He became world famous in the 1960s as half of Simon & Garfunkel and continued to enjoy solo success after they broke up in 1970. There were sporadic reunion tours, but the duo last performed together in 2010 and have since spoken about each other with a weariness bordering on outright acrimony. Now, though, Garfunkel just sounds sad about the loss of his original singing partner. “I miss Paul,” he admits. “I haven’t seen him in a few years. I wrote to him the other day, so we’ll see.” Of which, more later.
In the meantime, he has made an album of close harmony duets very much in the style of Simon & Garfunkel with his son, who has been appearing on stage with him since he was a very young child. “It was inevitable that I would become a singer,” says Art Junior, joining in the conference call from Germany, where he has lived since he was 16 (he moved in with extended family members, and enjoyed some solo musical success there).
His pride in his father is so strong that he has legally changed his name from James to Arthur Garfunkel Jr. “My father’s musical gift has been a tremendous blessing in my life,” he insists. “His voice is in a golden league of its own, unmatchable I think by anyone in the world. It’s provided me with financial security and created for me an inherent fanbase. I’m thrilled that I was born into this family.”
“I’m just sitting here blushing,” says Dad.
Art calls his son Junior, Darling and Honey. Junior says Father and Daddy or refers to him in the third person by his full name. It is a curious dynamic. The more famous Art Garfunkel comes across as affectionate, indulgent, whimsically philosophical. Junior – the elder of Garfunkel’s two children, born to his (current) wife of 36 years, Kim – is firmer, more direct and energetic, very respectful towards his father while occasionally interrupting when he thinks the conversation might stray into anything potentially controversial. “I’m going to interject and tell my father to make sure that he answers very carefully,” he announces when a question touches on the state of relationships with Paul Simon.
“What do you mean?” says Garfunkel, curiously.
“Just what I said,” responds Junior, firmly.
Junior has enjoyed an unusual career based around Schlager music and German language versions of his father’s repertoire. They first appeared on stage together when he was a very young child, with his curly-haired appearance making him look like a Garfunkel mini-me. He appeared on the cover of 1997 album Songs from a Parent to a Child, and has toured with his father in recent years, supplementing the elder Garfunkel’s fading vocal prowess with his own very sweet tenor. Their voices are very alike, albeit separated by 50 years, with Garfunkel’s timbre becoming croakier. “I hear a big difference between us,” he says. “My voice is tender, and I attempt to be profound in my sound. It has a religious quality. Junior has more of an innocence to his singing.”

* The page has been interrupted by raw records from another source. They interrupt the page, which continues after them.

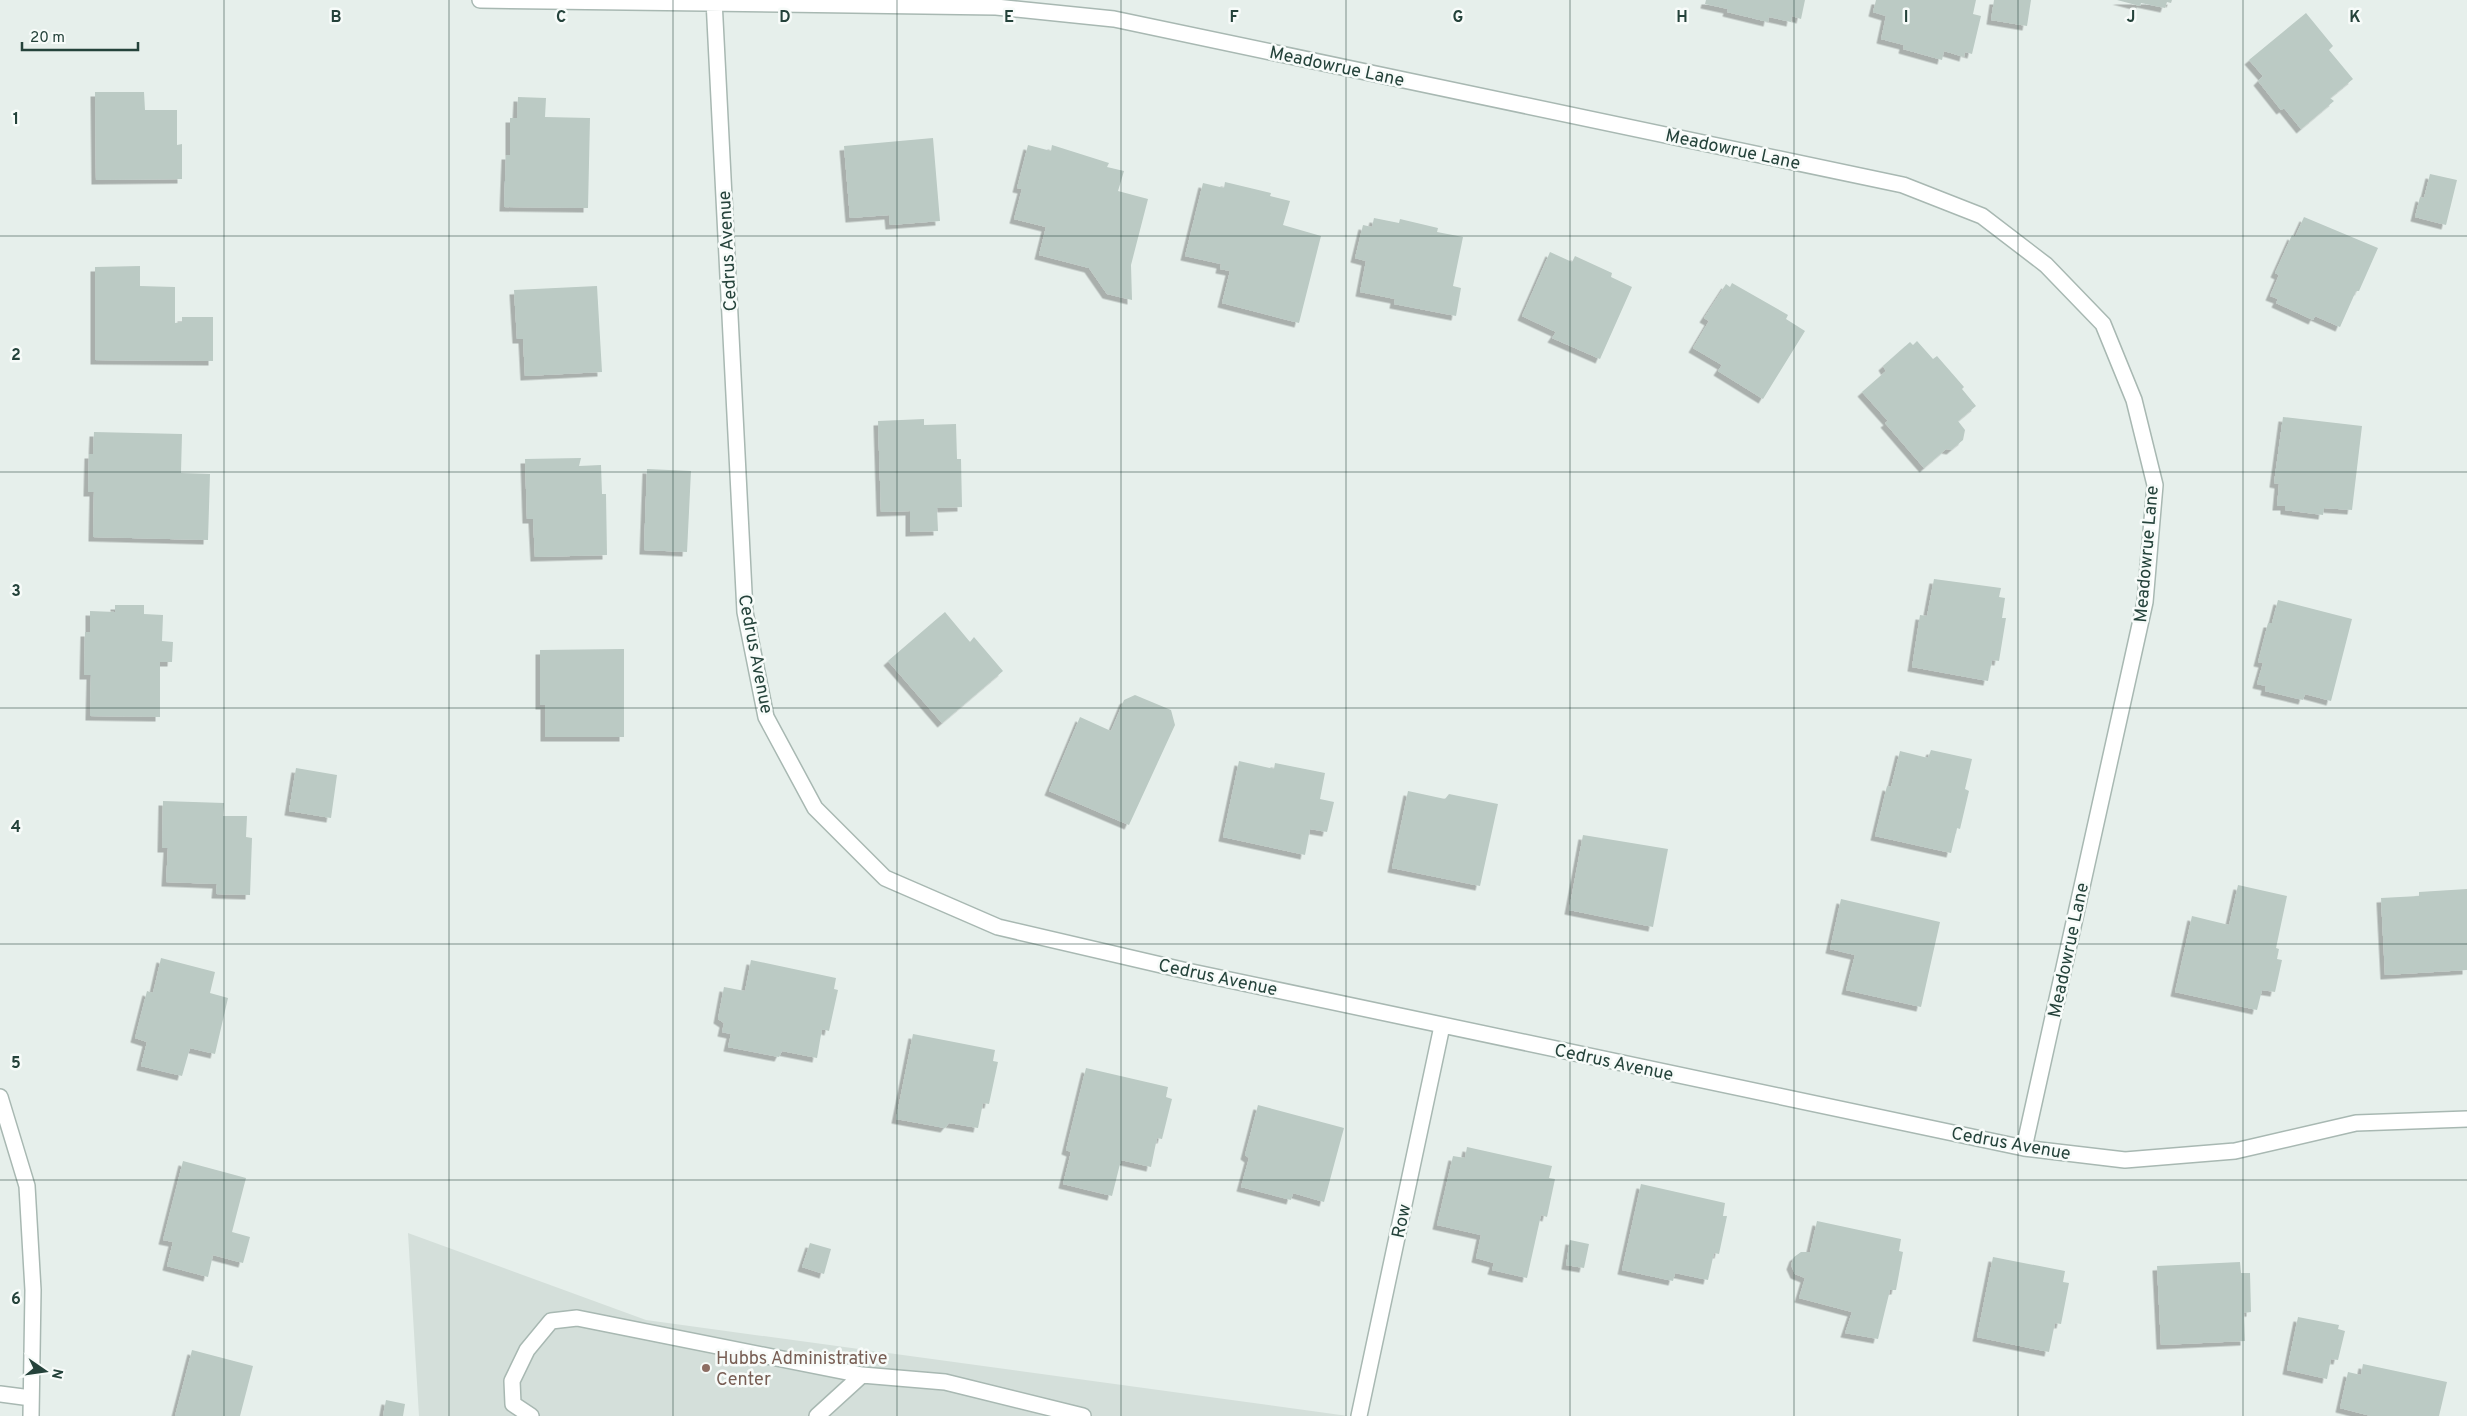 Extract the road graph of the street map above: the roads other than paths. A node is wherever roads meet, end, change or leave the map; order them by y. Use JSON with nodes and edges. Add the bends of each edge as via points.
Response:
{"nodes":[{"id":1,"x":480,"y":0,"type":"edge"},
{"id":2,"x":714,"y":2,"type":"edge"},
{"id":3,"x":1442,"y":1026,"type":"junction"},
{"id":4,"x":0,"y":1097,"type":"edge"},
{"id":5,"x":2467,"y":1119,"type":"edge"},
{"id":6,"x":2024,"y":1148,"type":"junction"},
{"id":7,"x":862,"y":1375,"type":"junction"},
{"id":8,"x":0,"y":1394,"type":"edge"},
{"id":9,"x":31,"y":1398,"type":"junction"},
{"id":10,"x":31,"y":1416,"type":"edge"},
{"id":11,"x":531,"y":1416,"type":"edge"},
{"id":12,"x":817,"y":1416,"type":"edge"},
{"id":13,"x":1083,"y":1416,"type":"edge"},
{"id":14,"x":1359,"y":1416,"type":"edge"}],
"edges":[{"from":1,"to":2,"type":"street","name":"Meadowrue Lane"},
{"from":2,"to":3,"type":"street","name":"Cedrus Avenue","via":[[745,612],[766,717],[815,808],[885,878],[998,927]]},
{"from":2,"to":6,"type":"street","name":"Meadowrue Lane","via":[[996,7],[1114,19],[1903,185],[1982,216],[2046,264],[2104,324],[2134,400],[2155,485],[2145,602]]},
{"from":3,"to":6,"type":"street","name":"Cedrus Avenue"},
{"from":3,"to":14,"type":"street","name":"Row"},
{"from":4,"to":9,"type":"street","via":[[27,1186],[33,1290]]},
{"from":5,"to":6,"type":"street","name":"Cedrus Avenue","via":[[2356,1122],[2235,1152],[2125,1160]]},
{"from":7,"to":11,"type":"street","via":[[577,1318],[551,1321],[528,1350],[512,1381],[513,1404]]},
{"from":7,"to":12,"type":"street"},
{"from":7,"to":13,"type":"street","via":[[946,1382]]},
{"from":8,"to":9,"type":"street"},
{"from":9,"to":10,"type":"street"}]} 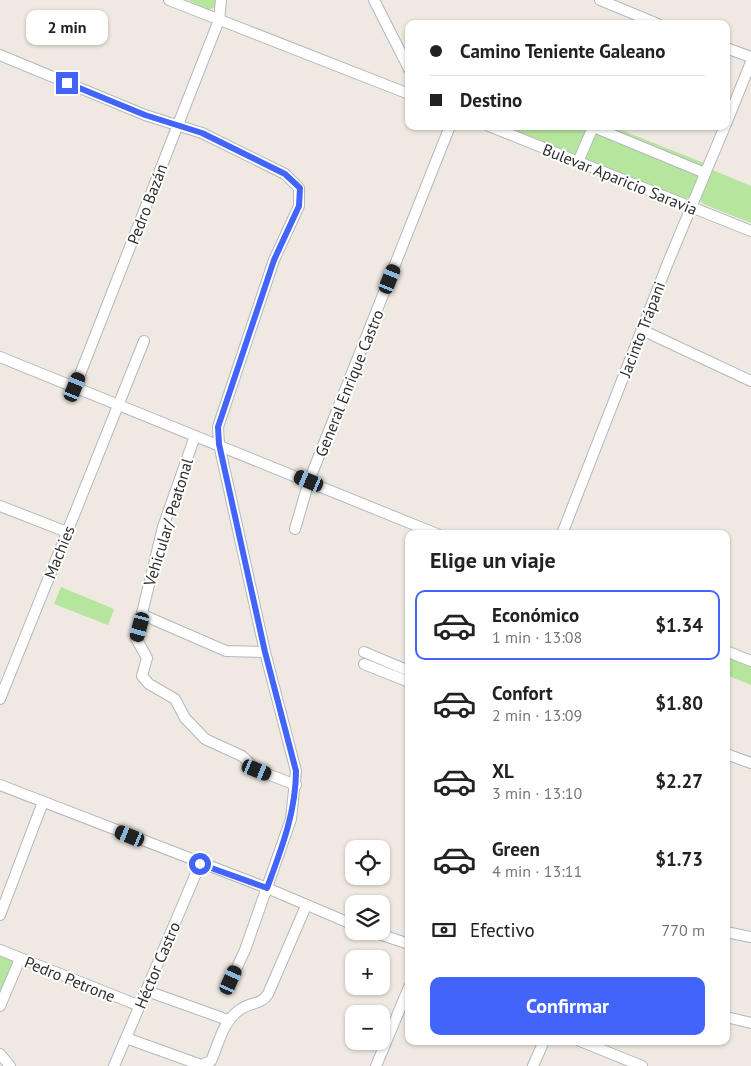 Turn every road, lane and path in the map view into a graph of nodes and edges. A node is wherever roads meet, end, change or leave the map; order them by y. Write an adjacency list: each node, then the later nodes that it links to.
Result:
1 (169, 0): 5 (street)
2 (221, 0): 5 (street, Pedro Bazán)
3 (374, 0): 7 (street)
4 (600, 0): 6 (street)
5 (219, 20): 14 (street); 16 (street, Pedro Bazán)
6 (648, 20)
7 (398, 47): 8 (street); 12 (street)
8 (405, 50)
9 (730, 50): 11 (street)
10 (0, 55): 16 (street)
11 (751, 58)
12 (405, 62)
13 (751, 62): 15 (street, Jacinto Trápani)
14 (405, 92)
15 (730, 115)
16 (177, 126): 30 (street, Pedro Bazán); 33 (street)
17 (448, 130): 34 (street, General Enrique Castro)
18 (499, 130): 22 (street, Bulevar Aparicio Saravia)
19 (590, 130): 22 (street)
20 (602, 130): 23 (street)
21 (724, 130): 23 (street, Jacinto Trápani)
22 (578, 162): 24 (street, Bulevar Aparicio Saravia)
23 (705, 173): 24 (street, Jacinto Trápani)
24 (691, 208): 25 (street, Bulevar Aparicio Saravia); 26 (street, Jacinto Trápani)
25 (751, 231)
26 (642, 330): 29 (street); 38 (street, Jacinto Trápani)
27 (144, 341): 31 (street, Machies)
28 (0, 357): 30 (street)
29 (751, 380)
30 (75, 387): 31 (street)
31 (118, 404): 32 (street); 39 (street, Machies)
32 (195, 436): 33 (street); 40 (street, Vehicular/ Peatonal)
33 (219, 444): 34 (street); 41 (street)
34 (309, 481): 36 (street, General Enrique Castro); 37 (street)
35 (0, 506): 39 (street)
36 (295, 529)
37 (427, 530)
38 (564, 530)
39 (67, 532): 50 (street, Machies)
40 (143, 615): 41 (street); 53 (street, Vehicular/ Peatonal)
41 (265, 652): 53 (street)
42 (364, 652): 46 (street)
43 (730, 653): 44 (street)
44 (751, 661)
45 (364, 664): 48 (street)
46 (396, 666): 47 (street); 48 (street)
47 (405, 669)
48 (389, 675): 49 (street)
49 (405, 681)
50 (0, 699)
51 (730, 755): 52 (street)
52 (751, 763)
53 (296, 785): 57 (street)
54 (0, 786): 55 (street)
55 (44, 802): 56 (street); 59 (street)
56 (200, 864): 57 (street); 68 (street, Héctor Castro)
57 (267, 888): 58 (street); 67 (street)
58 (306, 906): 60 (street); 73 (street)
59 (0, 915)
60 (345, 921)
61 (730, 933): 62 (street)
62 (751, 937)
63 (390, 938): 64 (street)
64 (405, 943)
65 (0, 950): 66 (street, Pedro Petrone)
66 (20, 959): 70 (street); 71 (street, Pedro Petrone)
67 (231, 980)
68 (147, 991): 71 (street, Héctor Castro); 73 (street)
69 (405, 997): 81 (street)
70 (0, 1006)
71 (140, 1006): 75 (street, Héctor Castro)
72 (730, 1018): 74 (street)
73 (228, 1020): 75 (street)
74 (751, 1023)
75 (126, 1038): 80 (street, Héctor Castro)
76 (542, 1045): 82 (street)
77 (590, 1045): 83 (street)
78 (0, 1054): 79 (street)
79 (10, 1066)
80 (114, 1066)
81 (376, 1066)
82 (533, 1066)
83 (642, 1066) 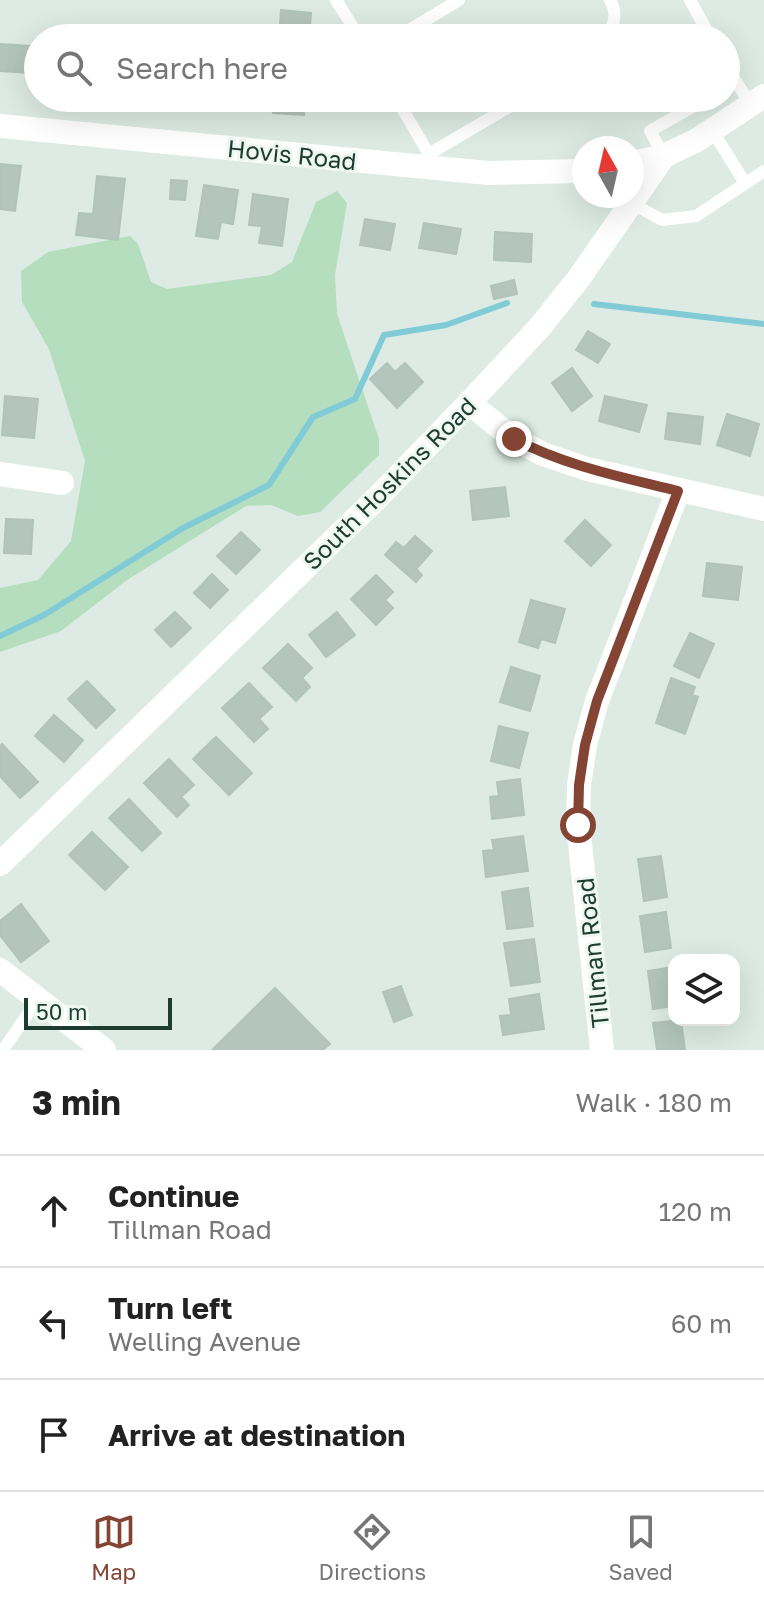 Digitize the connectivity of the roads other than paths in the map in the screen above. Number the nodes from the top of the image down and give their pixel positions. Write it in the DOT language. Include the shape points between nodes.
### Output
graph roads {
  1 [pos="336,0"];
  2 [pos="459,0"];
  3 [pos="610,0"];
  4 [pos="690,0"];
  5 [pos="351,24"];
  6 [pos="419,24"];
  7 [pos="613,24"];
  8 [pos="703,24"];
  9 [pos="740,90"];
  10 [pos="758,101"];
  11 [pos="404,112"];
  12 [pos="504,112"];
  13 [pos="683,112"];
  14 [pos="0,126"];
  15 [pos="712,130"];
  16 [pos="664,156"];
  17 [pos="644,160"];
  18 [pos="433,162"];
  19 [pos="572,171"];
  20 [pos="764,171"];
  21 [pos="745,183"];
  22 [pos="644,184"];
  23 [pos="628,208"];
  24 [pos="640,208"];
  25 [pos="469,403"];
  26 [pos="0,474"];
  27 [pos="62,483"];
  28 [pos="678,491"];
  29 [pos="764,509"];
  30 [pos="0,864"];
  31 [pos="0,970"];
  32 [pos="38,999"];
  33 [pos="3,1050"];
  34 [pos="104,1050"];
  35 [pos="602,1050"];
  1 -- 5 [label="lane"];
  2 -- 6 [label="lane"];
  3 -- 7 [label="lane"];
  4 -- 8 [label="lane"];
  9 -- 10 [label="lane"];
  10 -- 15 [label="street, South Hoskins Road"];
  11 -- 18 [label="lane"];
  12 -- 18 [label="lane"];
  13 -- 16 [label="lane" via="650,131"];
  14 -- 18 [label="street, Hovis Road"];
  15 -- 16 [label="street, South Hoskins Road"];
  15 -- 21 [label="lane"];
  16 -- 17 [label="street"];
  16 -- 22 [label="street, South Hoskins Road"];
  18 -- 19 [label="street, Hovis Road" via="488,173"];
  20 -- 21 [label="lane"];
  21 -- 24 [label="lane" via="696,216 662,220"];
  23 -- 25 [label="street, South Hoskins Road" via="539,328"];
  25 -- 28 [label="street" via="514,439 543,454"];
  25 -- 30 [label="street, South Hoskins Road"];
  26 -- 27 [label="street"];
  28 -- 29 [label="street"];
  28 -- 35 [label="street, Tillman Road" via="597,701 579,785 578,825"];
  31 -- 32 [label="street"];
  32 -- 33 [label="lane"];
  32 -- 34 [label="street"];
}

The harmonic blend on Father and Son is gorgeous, as they harmonise and interweave to lush orchestral and band backing on classics of the American songbook, some old 1950s and 1960s favourites of Garfunkel Senior’s by the Everly Brothers and Cat Stevens, and some very effective versions of Eighties pop songs that are favourites of Junior’s (including the first single, an interpretation of Cyndi Lauper’s Time After Time, released today). Most surprisingly, there is also a new version of a Simon & Garfunkel classic, Old Friends, on which Art Senior mainly takes the lower Paul Simon harmonic parts whilst Junior sings the high lines his father made famous.
When I ask Garfunkel how his son compares as a duet partner to Paul Simon, he demurs. “Oh, I wouldn’t compare it. They’re very different. Whatever I say, it’s going to sound like I’m not being fair to Junior.” His son, however, presses the case, insisting his dad should say what he really thinks. “Paul Simon has a thoughtfulness,” continues Garfunkel.
“Sophisticated and thoughtful. There’s a poet in his style. That’s how I see Paul.”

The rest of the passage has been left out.